Recorded data:
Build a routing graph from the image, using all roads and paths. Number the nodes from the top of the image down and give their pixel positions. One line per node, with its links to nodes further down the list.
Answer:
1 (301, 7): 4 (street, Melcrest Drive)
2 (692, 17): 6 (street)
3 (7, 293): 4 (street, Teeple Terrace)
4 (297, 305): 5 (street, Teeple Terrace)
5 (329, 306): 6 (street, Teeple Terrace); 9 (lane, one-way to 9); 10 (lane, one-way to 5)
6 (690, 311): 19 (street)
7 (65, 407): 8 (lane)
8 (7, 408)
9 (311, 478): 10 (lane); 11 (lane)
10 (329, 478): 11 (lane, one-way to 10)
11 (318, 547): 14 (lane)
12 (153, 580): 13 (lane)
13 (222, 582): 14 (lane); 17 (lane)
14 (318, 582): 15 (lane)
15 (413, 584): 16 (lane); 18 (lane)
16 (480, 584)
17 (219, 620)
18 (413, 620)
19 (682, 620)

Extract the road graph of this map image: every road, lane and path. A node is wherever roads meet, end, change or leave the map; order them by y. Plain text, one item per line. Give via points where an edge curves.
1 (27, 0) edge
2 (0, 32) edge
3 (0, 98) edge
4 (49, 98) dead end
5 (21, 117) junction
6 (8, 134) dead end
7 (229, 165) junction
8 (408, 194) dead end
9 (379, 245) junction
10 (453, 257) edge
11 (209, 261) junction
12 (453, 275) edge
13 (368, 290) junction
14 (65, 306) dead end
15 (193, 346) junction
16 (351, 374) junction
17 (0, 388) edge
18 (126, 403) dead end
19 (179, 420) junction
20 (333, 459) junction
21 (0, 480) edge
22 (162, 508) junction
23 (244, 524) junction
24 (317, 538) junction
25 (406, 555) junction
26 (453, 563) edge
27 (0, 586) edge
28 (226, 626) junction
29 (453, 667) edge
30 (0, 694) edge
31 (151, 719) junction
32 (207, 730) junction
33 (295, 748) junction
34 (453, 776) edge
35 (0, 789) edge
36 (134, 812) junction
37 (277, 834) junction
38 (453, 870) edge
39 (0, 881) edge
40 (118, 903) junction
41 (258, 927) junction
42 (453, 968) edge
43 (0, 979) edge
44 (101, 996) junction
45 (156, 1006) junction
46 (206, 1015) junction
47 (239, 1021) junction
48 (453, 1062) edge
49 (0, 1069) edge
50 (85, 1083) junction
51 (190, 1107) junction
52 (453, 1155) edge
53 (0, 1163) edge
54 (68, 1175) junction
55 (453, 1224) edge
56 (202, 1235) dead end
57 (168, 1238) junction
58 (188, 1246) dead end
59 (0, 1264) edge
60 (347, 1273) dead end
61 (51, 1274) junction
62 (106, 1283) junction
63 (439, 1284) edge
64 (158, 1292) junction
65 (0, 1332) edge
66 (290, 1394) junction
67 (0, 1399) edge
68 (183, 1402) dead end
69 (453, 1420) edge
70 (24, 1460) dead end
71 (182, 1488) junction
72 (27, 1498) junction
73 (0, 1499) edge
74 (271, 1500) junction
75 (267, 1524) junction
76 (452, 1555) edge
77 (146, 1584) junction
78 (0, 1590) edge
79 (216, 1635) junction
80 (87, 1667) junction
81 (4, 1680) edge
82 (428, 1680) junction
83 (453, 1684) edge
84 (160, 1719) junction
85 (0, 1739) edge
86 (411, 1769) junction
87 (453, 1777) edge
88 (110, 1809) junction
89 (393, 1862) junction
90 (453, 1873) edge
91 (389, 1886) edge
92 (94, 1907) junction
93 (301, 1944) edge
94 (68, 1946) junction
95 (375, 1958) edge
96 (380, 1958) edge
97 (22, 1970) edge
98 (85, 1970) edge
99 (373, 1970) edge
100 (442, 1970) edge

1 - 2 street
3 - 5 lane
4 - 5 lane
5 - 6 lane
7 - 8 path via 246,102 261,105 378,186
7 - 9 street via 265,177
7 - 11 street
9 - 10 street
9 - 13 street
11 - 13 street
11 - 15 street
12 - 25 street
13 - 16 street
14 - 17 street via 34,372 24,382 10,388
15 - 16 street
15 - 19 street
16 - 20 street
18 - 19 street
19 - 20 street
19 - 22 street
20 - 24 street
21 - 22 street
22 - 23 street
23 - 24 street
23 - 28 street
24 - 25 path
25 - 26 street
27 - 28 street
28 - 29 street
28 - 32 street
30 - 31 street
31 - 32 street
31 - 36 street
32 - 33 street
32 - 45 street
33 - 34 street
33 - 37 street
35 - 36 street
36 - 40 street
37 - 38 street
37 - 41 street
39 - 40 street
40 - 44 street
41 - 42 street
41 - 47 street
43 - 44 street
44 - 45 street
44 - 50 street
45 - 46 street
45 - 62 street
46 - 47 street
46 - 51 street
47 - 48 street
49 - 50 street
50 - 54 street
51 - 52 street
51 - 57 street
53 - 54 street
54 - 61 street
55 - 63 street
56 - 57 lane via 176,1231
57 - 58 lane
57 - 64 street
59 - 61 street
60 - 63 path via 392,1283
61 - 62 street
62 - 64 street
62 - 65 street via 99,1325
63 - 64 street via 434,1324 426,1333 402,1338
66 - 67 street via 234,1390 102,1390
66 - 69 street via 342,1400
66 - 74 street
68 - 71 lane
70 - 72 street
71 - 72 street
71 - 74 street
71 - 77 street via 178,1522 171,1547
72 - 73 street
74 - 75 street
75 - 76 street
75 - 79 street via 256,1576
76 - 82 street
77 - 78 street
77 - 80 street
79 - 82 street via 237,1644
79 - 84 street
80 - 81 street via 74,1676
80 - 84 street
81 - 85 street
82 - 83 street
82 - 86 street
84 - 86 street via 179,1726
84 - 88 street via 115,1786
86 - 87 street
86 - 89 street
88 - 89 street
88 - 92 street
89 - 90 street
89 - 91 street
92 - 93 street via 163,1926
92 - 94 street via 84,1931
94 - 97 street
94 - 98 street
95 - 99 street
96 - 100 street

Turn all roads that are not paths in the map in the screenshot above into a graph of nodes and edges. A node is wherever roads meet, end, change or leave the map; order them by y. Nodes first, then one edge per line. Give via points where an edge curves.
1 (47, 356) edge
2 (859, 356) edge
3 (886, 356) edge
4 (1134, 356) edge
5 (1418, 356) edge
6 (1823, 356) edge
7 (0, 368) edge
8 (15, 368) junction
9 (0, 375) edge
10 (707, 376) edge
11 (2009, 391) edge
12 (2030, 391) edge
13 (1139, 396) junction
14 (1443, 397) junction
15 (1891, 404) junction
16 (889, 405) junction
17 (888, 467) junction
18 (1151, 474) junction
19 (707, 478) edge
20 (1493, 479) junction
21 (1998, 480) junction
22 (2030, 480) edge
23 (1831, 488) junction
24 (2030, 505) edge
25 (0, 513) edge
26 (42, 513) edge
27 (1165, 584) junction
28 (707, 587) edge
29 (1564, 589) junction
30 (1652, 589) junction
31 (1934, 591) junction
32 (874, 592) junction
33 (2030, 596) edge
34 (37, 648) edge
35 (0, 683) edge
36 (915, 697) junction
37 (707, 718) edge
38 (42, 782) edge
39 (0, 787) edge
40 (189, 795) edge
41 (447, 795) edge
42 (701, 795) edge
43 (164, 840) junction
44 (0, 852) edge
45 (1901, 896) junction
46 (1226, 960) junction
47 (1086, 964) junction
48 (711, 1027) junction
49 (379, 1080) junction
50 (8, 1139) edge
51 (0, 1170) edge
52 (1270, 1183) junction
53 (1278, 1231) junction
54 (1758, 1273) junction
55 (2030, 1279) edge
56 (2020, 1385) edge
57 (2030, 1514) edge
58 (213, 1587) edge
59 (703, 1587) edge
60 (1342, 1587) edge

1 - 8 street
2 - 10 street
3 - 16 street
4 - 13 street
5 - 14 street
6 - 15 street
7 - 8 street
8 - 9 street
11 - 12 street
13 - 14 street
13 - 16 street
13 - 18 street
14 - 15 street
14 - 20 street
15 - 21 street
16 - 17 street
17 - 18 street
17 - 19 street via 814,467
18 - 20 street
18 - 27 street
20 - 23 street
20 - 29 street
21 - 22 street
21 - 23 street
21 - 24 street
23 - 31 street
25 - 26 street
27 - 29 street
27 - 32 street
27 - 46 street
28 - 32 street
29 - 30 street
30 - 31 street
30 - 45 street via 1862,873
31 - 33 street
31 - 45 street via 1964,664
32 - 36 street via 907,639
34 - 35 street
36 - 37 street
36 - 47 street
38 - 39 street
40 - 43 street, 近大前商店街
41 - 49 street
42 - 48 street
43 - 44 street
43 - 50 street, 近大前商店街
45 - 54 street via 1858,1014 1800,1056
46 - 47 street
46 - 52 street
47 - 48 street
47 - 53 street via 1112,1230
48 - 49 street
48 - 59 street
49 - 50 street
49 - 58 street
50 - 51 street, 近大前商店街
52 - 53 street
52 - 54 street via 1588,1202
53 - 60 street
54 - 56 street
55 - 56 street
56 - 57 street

What is needed: Wherever the string "Terrace" occurs in the entries, copy that whole line.

Answer to the problem:
3 (7, 293): 4 (street, Teeple Terrace)
4 (297, 305): 5 (street, Teeple Terrace)
5 (329, 306): 6 (street, Teeple Terrace); 9 (lane, one-way to 9); 10 (lane, one-way to 5)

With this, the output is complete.